## [WHAT YOU HAVE TO DO]
Leaving the images behind, copy every line of the records exactly.

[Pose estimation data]
***

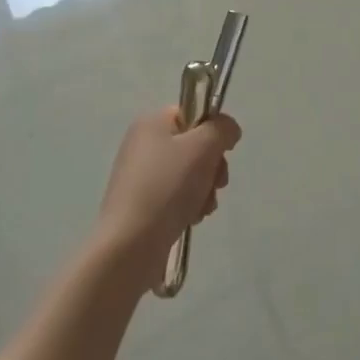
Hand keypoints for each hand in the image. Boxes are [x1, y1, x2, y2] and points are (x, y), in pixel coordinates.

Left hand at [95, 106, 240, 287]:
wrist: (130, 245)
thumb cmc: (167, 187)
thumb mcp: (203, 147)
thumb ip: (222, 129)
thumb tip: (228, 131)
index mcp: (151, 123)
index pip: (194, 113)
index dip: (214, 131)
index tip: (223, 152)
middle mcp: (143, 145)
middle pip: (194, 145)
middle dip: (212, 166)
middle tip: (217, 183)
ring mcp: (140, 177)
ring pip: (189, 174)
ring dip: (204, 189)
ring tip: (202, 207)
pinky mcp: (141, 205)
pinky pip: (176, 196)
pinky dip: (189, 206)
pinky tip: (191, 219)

***

## [WRITTEN SOLUTION]
Hand keypoints for each hand in the image. Boxes are [x1, y1, x2, y2] and points are (x, y), in pixel coordinates.

Left hand at [95, 106, 240, 287]:
wrist: (130, 245)
thumb cmc: (167, 187)
thumb mcp: (203, 147)
thumb ip: (222, 129)
thumb tip: (228, 131)
index mcp: (151, 123)
index pip: (194, 113)
index dip: (214, 131)
index tip: (223, 152)
middle mcp: (143, 145)
middle pip: (194, 145)
middle dip: (212, 166)
middle tip: (217, 183)
ring mcp: (140, 177)
ring pip: (189, 174)
ring dip: (204, 189)
ring tip: (202, 207)
pinky mcp: (141, 205)
pinky pip: (176, 196)
pinky dip: (189, 206)
pinky tip: (191, 219)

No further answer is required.